#### THE PROBLEM
Please return every record exactly, with no pictures included.

Stored data
►

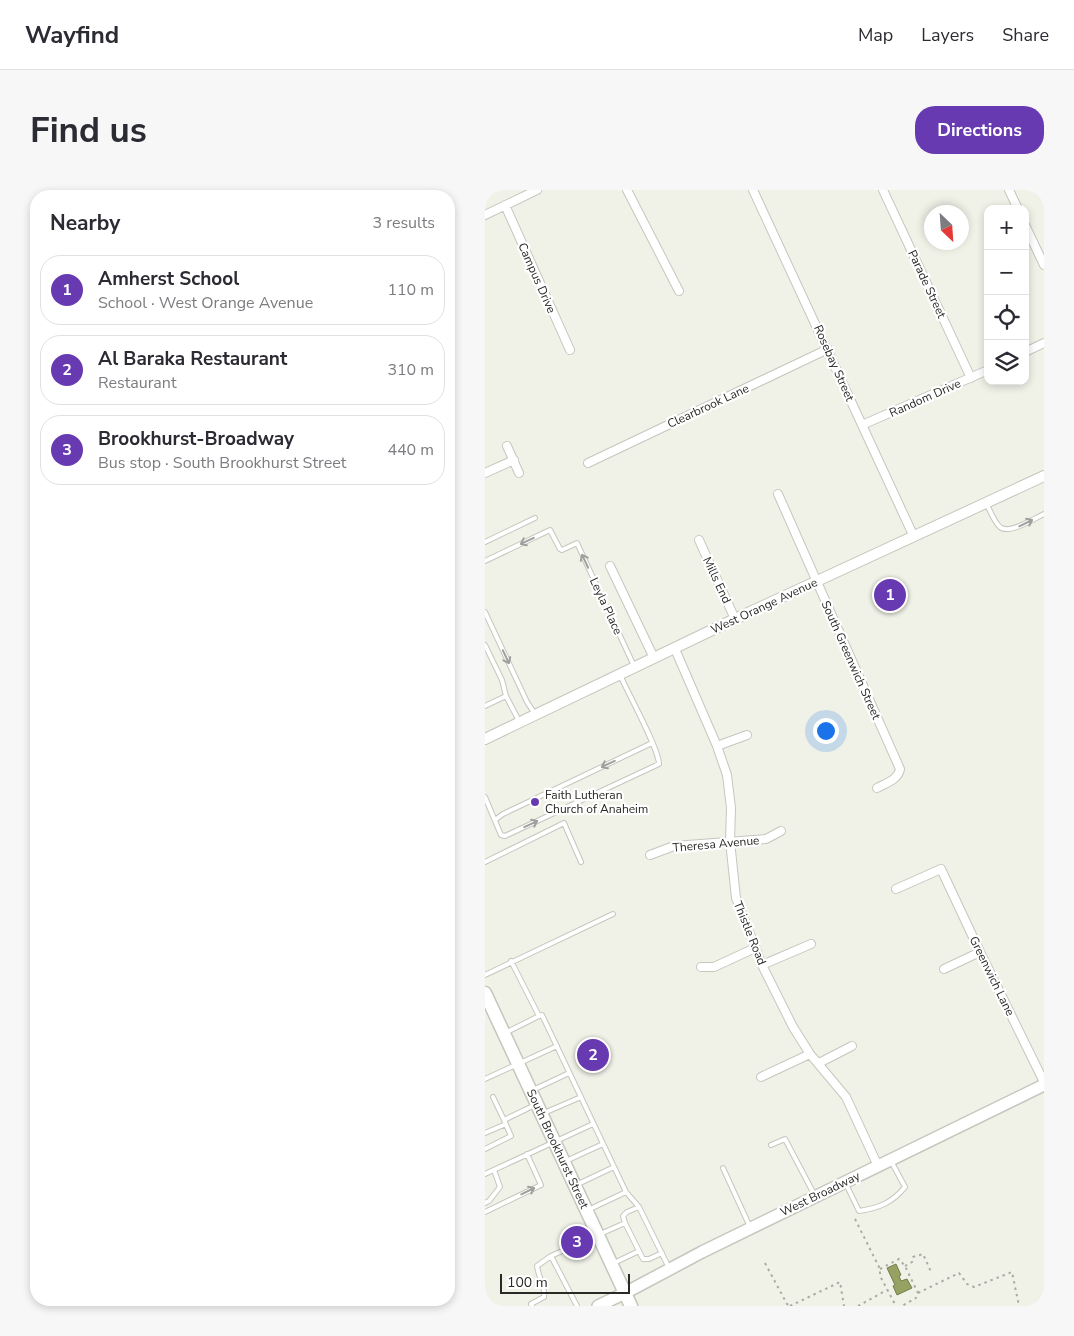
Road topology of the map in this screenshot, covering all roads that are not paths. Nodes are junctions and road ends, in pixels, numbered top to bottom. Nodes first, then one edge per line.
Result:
1 (537, 190) edge
2 (627, 190) edge
3 (753, 190) edge
4 (883, 190) edge
5 (1009, 190) edge
6 (1016, 205) edge
7 (505, 206) junction
8 (485, 215) edge
9 (1029, 233) edge
10 (1044, 265) edge
11 (679, 291) dead end
12 (1044, 343) edge
13 (828, 349) junction
14 (570, 350) dead end
15 (1029, 350) edge
16 (984, 372) edge
17 (971, 378) junction
18 (862, 425) junction
19 (507, 446) dead end
20 (514, 460) junction
21 (588, 463) dead end
22 (519, 472) dead end
23 (485, 473) edge
24 (1044, 476) edge
25 (778, 494) dead end
26 (986, 503) junction
27 (1044, 514) edge
28 (535, 518) dead end
29 (914, 537) junction
30 (699, 540) dead end
31 (485, 542) edge
32 (485, 560) edge
33 (610, 566) dead end
34 (816, 582) junction
35 (485, 612) edge
36 (735, 619) junction
37 (485, 645) edge
38 (675, 649) junction
39 (654, 658) junction
40 (635, 668) junction
41 (620, 676) junction
42 (506, 696) junction
43 (485, 706) edge
44 (536, 715) junction
45 (520, 723) junction
46 (747, 735) dead end
47 (485, 740) edge
48 (652, 743) junction
49 (717, 746) junction
50 (877, 788) dead end
51 (485, 797) edge
52 (495, 820) junction
53 (781, 831) dead end
54 (730, 841) junction
55 (650, 855) dead end
56 (485, 862) edge
57 (581, 862) dead end
58 (896, 889) dead end
59 (613, 914) dead end
60 (811, 944) dead end
61 (755, 948) junction
62 (979, 952) junction
63 (511, 961) junction
64 (762, 965) junction
65 (701, 967) dead end
66 (944, 969) dead end
67 (485, 974) edge
68 (486, 998) edge
69 (539, 1016) junction
70 (504, 1034) junction
71 (557, 1046) junction
72 (852, 1046) dead end
73 (810, 1054) junction
74 (819, 1063) junction
75 (518, 1064) junction
76 (569, 1073) junction
77 (761, 1077) dead end
78 (485, 1079) edge
79 (1044, 1083) edge
80 (531, 1091) junction
81 (493, 1097) dead end
82 (581, 1097) junction
83 (539, 1109) junction
84 (505, 1122) junction
85 (593, 1124) junction
86 (485, 1133) edge
87 (554, 1142) junction
88 (603, 1144) junction
89 (771, 1145) dead end
90 (485, 1149) edge
91 (527, 1154) junction
92 (890, 1160) junction
93 (564, 1162) junction
94 (878, 1166) junction
95 (614, 1167) junction
96 (723, 1168) dead end
97 (493, 1170) junction
98 (485, 1174) edge
99 (845, 1182) junction
100 (575, 1186) junction
101 (626, 1192) junction
102 (815, 1196) junction
103 (485, 1203) edge
104 (639, 1206) junction
105 (587, 1210) junction
106 (485, 1212) edge
107 (625, 1222) junction
108 (751, 1228) junction
109 (598, 1234) junction
110 (639, 1251) junction
111 (662, 1252) junction
112 (551, 1256) junction
113 (612, 1264) junction
114 (669, 1268) junction
115 (625, 1293) junction
116 (530, 1305) edge
117 (577, 1306) edge
118 (598, 1306) edge
119 (631, 1306) edge

1 - 7 street
2 - 11 street
3 - 13 street, Rosebay Street
4 - 17 street, Parade Street
5 - 6 street
7 - 8 street
7 - 14 street, Campus Drive
9 - 10 street
12 - 15 street
13 - 18 street, Rosebay Street
13 - 21 street, Clearbrook Lane
16 - 17 street, Random Drive
17 - 18 street, Random Drive
18 - 29 street, Rosebay Street
19 - 20 street
20 - 22 street
20 - 23 street
24 - 26 street, West Orange Avenue
25 - 34 street, South Greenwich Street
26 -> 27 lane
26 - 29 street, West Orange Avenue
28 - 31 lane
29 - 34 street, West Orange Avenue
30 - 36 street, Mills End
40 -> 32 lane, Leyla Place
33 - 39 street
34 - 36 street, West Orange Avenue
34 - 50 street, South Greenwich Street
35 -> 44 lane
36 - 38 street, West Orange Avenue
37 - 42 lane
38 - 39 street, West Orange Avenue
38 - 49 street, Thistle Road
39 - 40 street, West Orange Avenue
40 - 41 street, West Orange Avenue
41 - 44 street, West Orange Avenue
41 - 48 lane
42 - 43 lane
42 - 45 lane
44 - 45 street, West Orange Avenue
45 - 47 street, West Orange Avenue
46 - 49 street
48 -> 52 lane
52 -> 48 lane
49 - 54 street, Thistle Road
51 - 52 lane
53 - 54 street, Theresa Avenue
54 - 55 street, Theresa Avenue
54 - 61 street, Thistle Road
56 - 57 lane
58 - 62 street, Greenwich Lane
59 - 63 lane
60 - 64 street
61 - 64 street, Thistle Road
61 - 65 street
62 - 66 street
62 - 79 street, Greenwich Lane
63 - 67 lane
63 - 69 lane
64 - 73 street, Thistle Road
68 - 70 main road, South Brookhurst Street
69 - 70 lane
69 - 71 lane
70 - 75 main road, South Brookhurst Street
71 - 75 lane
71 - 76 lane
72 - 74 street
73 - 74 street, Thistle Road
73 - 77 street
74 - 94 street, Thistle Road
75 - 78 lane
75 - 80 main road, South Brookhurst Street
76 - 80 lane
76 - 82 lane
79 - 92 main road, West Broadway
80 - 83 main road, South Brookhurst Street
81 - 84 lane
82 - 83 lane
82 - 85 lane
83 - 84 lane
83 - 87 main road, South Brookhurst Street
84 - 86 lane
84 - 90 lane
85 - 87 lane
85 - 88 lane
87 - 91 lane
87 - 93 main road, South Brookhurst Street
88 - 93 lane
88 - 95 lane
89 - 102 lane
91 - 97 lane
106 -> 91 lane
92 - 94 main road, West Broadway
92 - 99 lane
93 - 100 main road, South Brookhurst Street
94 - 99 main road, West Broadway
95 - 100 lane
95 - 101 lane
96 - 108 lane
97 - 98 lane
97 - 103 lane
99 - 102 main road, West Broadway
100 - 105 main road, South Brookhurst Street
101 - 104 lane
101 - 105 lane
102 - 108 main road, West Broadway
104 - 107 lane
104 - 111 lane
105 - 109 main road, South Brookhurst Street
107 - 109 lane
107 - 110 lane
108 - 114 main road, West Broadway
109 - 112 lane
109 - 113 main road, South Brookhurst Street
110 - 111 lane
110 - 113 lane
111 - 114 lane
112 - 116 lane
112 - 117 lane
113 - 115 main road, South Brookhurst Street
114 - 115 main road, West Broadway
115 - 118 main road, West Broadway
115 - 119 main road, South Brookhurst Street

◄

#### RESPONSE
Road topology of the map in this screenshot, covering all roads that are not paths. Nodes are junctions and road ends, in pixels, numbered top to bottom. Nodes first, then one edge per line.
Result:
1 (537, 190) edge
2 (627, 190) edge
3 (753, 190) edge
4 (883, 190) edge
5 (1009, 190) edge
6 (1016, 205) edge
7 (505, 206) junction
8 (485, 215) edge
9 (1029, 233) edge
10 (1044, 265) edge
11 (679, 291) dead end
12 (1044, 343) edge
13 (828, 349) junction
14 (570, 350) dead end
15 (1029, 350) edge
16 (984, 372) edge
17 (971, 378) junction
18 (862, 425) junction
19 (507, 446) dead end
20 (514, 460) junction
21 (588, 463) dead end
22 (519, 472) dead end
23 (485, 473) edge
24 (1044, 476) edge
25 (778, 494) dead end
26 (986, 503) junction
27 (1044, 514) edge
28 (535, 518) dead end
29 (914, 537) junction
30 (699, 540) dead end
31 (485, 542) edge
32 (485, 560) edge
33 (610, 566) dead end
34 (816, 582) junction
35 (485, 612) edge
36 (735, 619) junction
37 (485, 645) edge
38 (675, 649) junction
39 (654, 658) junction
40 (635, 668) junction
41 (620, 676) junction
42 (506, 696) junction
43 (485, 706) edge
44 (536, 715) junction
45 (520, 723) junction
46 (747, 735) dead end
47 (485, 740) edge
48 (652, 743) junction
49 (717, 746) junction
50 (877, 788) dead end
51 (485, 797) edge
52 (495, 820) junction
53 (781, 831) dead end
54 (730, 841) junction
55 (650, 855) dead end
56 (485, 862) edge
57 (581, 862) dead end
58 (896, 889) dead end
59 (613, 914) dead end
60 (811, 944) dead end
61 (755, 948) junction
62 (979, 952) junction
63 (511, 961) junction
64 (762, 965) junction
65 (701, 967) dead end
66 (944, 969) dead end
67 (485, 974) edge
68 (486, 998) edge
69 (539, 1016) junction
70 (504, 1034) junction
71 (557, 1046) junction
72 (852, 1046) dead end
73 (810, 1054) junction
74 (819, 1063) junction
75 (518, 1064) junction
76 (569, 1073) junction
77 (761, 1077) dead end
78 (485, 1079) edge
79 (1044, 1083) edge
80 (531, 1091) junction
81 (493, 1097) dead end
82 (581, 1097) junction
83 (539, 1109) junction
84 (505, 1122) junction
85 (593, 1124) junction
86 (485, 1133) edge
87 (554, 1142) junction
88 (603, 1144) junction
89 (771, 1145) dead end
90 (485, 1149) edge
91 (527, 1154) junction
92 (890, 1160) junction
93 (564, 1162) junction
94 (878, 1166) junction
95 (614, 1167) junction
96 (723, 1168) dead end
97 (493, 1170) junction
98 (485, 1174) edge
99 (845, 1182) junction
100 (575, 1186) junction
101 (626, 1192) junction
102 (815, 1196) junction
103 (485, 1203) edge
104 (639, 1206) junction
105 (587, 1210) junction
106 (485, 1212) edge
107 (625, 1222) junction
108 (751, 1228) junction
109 (598, 1234) junction
110 (639, 1251) junction
111 (662, 1252) junction
112 (551, 1256) junction
113 (612, 1264) junction
114 (669, 1268) junction
115 (625, 1293) junction
116 (530, 1305) edge
117 (577, 1306) edge
118 (598, 1306) edge
119 (631, 1306) edge

1 - 7 street
2 - 11 street
3 - 13 street, Rosebay Street
4 - 17 street, Parade Street
5 - 6 street
7 - 8 street
7 - 14 street, Campus Drive
9 - 10 street
12 - 15 street
13 - 18 street, Rosebay Street
13 - 21 street, Clearbrook Lane
16 - 17 street, Random Drive
17 - 18 street, Random Drive
18 - 29 street, Rosebay Street
19 - 20 street
20 - 22 street
20 - 23 street
24 - 26 street, West Orange Avenue
25 - 34 street, South Greenwich Street
26 -> 27 lane
26 - 29 street, West Orange Avenue
28 - 31 lane
29 - 34 street, West Orange Avenue
30 - 36 street, Mills End
40 -> 32 lane, Leyla Place
33 - 39 street
34 - 36 street, West Orange Avenue
34 - 50 street, South Greenwich Street
35 -> 44 lane
36 - 38 street, West Orange Avenue
37 - 42 lane
38 - 39 street, West Orange Avenue
38 - 49 street, Thistle Road
39 - 40 street, West Orange Avenue
40 - 41 street, West Orange Avenue
41 - 44 street, West Orange Avenue
41 - 48 lane
42 - 43 lane
42 - 45 lane
44 - 45 street, West Orange Avenue
45 - 47 street, West Orange Avenue
46 - 49 street
48 -> 52 lane
52 -> 48 lane
49 - 54 street, Thistle Road
51 - 52 lane
53 - 54 street, Theresa Avenue
54 - 55 street, Theresa Avenue
54 - 61 street, Thistle Road
56 - 57 lane
58 - 62 street, Greenwich Lane
59 - 63 lane
60 - 64 street
61 - 64 street, Thistle Road
61 - 65 street
62 - 66 street
62 - 79 street, Greenwich Lane
63 - 67 lane
63 - 69 lane
64 - 73 street, Thistle Road
68 - 70 main road, South Brookhurst Street
69 - 70 lane
69 - 71 lane
70 - 75 main road, South Brookhurst Street
71 - 75 lane
71 - 76 lane
72 - 74 street
73 - 74 street, Thistle Road
73 - 77 street
74 - 94 street, Thistle Road
75 - 78 lane
75 - 80 main road, South Brookhurst Street
76 - 80 lane
76 - 82 lane
79 - 92 main road, West Broadway
80 - 83 main road, South Brookhurst Street
81 - 84 lane
82 - 83 lane
82 - 85 lane
83 - 84 lane
83 - 87 main road, South Brookhurst Street
84 - 86 lane
84 - 90 lane
85 - 87 lane
85 - 88 lane
87 - 91 lane
87 - 93 main road, South Brookhurst Street
88 - 93 lane
88 - 95 lane
89 - 102 lane
91 - 97 lane
106 -> 91 lane
92 - 94 main road, West Broadway
92 - 99 lane
93 - 100 main road, South Brookhurst Street
94 - 99 main road, West Broadway
95 - 100 lane
95 - 101 lane
96 - 108 lane
97 - 98 lane
97 - 103 lane
99 - 102 main road, West Broadway
100 - 105 main road, South Brookhurst Street
101 - 104 lane
101 - 105 lane
102 - 108 main road, West Broadway
104 - 107 lane
104 - 111 lane
105 - 109 main road, South Brookhurst Street
107 - 109 lane
107 - 110 lane
108 - 114 main road, West Broadway
109 - 112 lane
109 - 113 main road, South Brookhurst Street
110 - 111 lane
110 - 113 lane
111 - 114 lane
112 - 116 lane
112 - 117 lane
113 - 115 main road, South Brookhurst Street
114 - 115 main road, West Broadway
115 - 118 main road, West Broadway
115 - 119 main road, South Brookhurst Street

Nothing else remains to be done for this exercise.